Construction of nickel and sulfur co-doped carbon nanotubes derived from hydrogen-bonded organic frameworks for efficient biomass electrooxidation

The electrochemical conversion of 5-hydroxymethylfurfural (HMF) into 2,5-furandicarboxylic acid (FDCA), powered by renewable electricity, provides an efficient strategy for upgrading biomass to produce high value-added products. In this work, sulfur-doped hollow metal–organic framework (MOF) nanotubes were synthesized in a scalable and controllable manner by using hydrogen-bonded organic frameworks (HOFs) as the template and precursor.
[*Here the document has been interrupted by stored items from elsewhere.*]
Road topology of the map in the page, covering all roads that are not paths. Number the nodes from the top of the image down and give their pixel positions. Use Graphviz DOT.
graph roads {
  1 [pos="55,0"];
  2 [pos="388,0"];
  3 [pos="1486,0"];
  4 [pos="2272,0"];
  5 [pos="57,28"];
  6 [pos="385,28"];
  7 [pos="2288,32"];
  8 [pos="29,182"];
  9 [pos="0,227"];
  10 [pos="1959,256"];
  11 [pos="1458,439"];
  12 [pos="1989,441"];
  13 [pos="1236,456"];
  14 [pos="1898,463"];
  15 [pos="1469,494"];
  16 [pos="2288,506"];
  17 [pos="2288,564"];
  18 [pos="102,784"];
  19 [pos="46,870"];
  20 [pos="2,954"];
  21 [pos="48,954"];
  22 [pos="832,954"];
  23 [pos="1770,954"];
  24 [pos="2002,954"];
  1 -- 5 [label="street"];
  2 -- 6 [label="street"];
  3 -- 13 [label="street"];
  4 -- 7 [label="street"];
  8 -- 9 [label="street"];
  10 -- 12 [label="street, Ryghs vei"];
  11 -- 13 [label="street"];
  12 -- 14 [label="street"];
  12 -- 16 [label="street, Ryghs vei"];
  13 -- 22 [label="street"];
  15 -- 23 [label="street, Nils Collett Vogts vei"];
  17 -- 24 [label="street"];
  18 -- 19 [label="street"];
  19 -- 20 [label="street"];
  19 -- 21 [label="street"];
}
Interestingly, sulfur doping of the catalysts could be simply achieved by replacing nickel nitrate with nickel sulfate at the synthesis stage, and the designed sulfur-doped catalysts demonstrated excellent electrocatalytic activity in the HMFOR and remarkable durability, achieving nearly 100% conversion of HMF and high FDCA faradaic efficiency. Moreover, the HMFOR activity could be further enhanced by additional sulfur doping of the prepared catalyst, while maintaining its unique tubular morphology. The combination of sulfur doping with hollow nanotubes greatly increases the electrochemically active surface area and improves electron transport. In situ Raman and electrochemical impedance spectroscopy disclose that the continuously generated Ni3+ active species act as intermediates to promote HMF oxidation. In addition, this facile fabrication method is more environmentally friendly and significantly expands the scope of preparing non-precious metal-based nanotubes for electrocatalytic applications.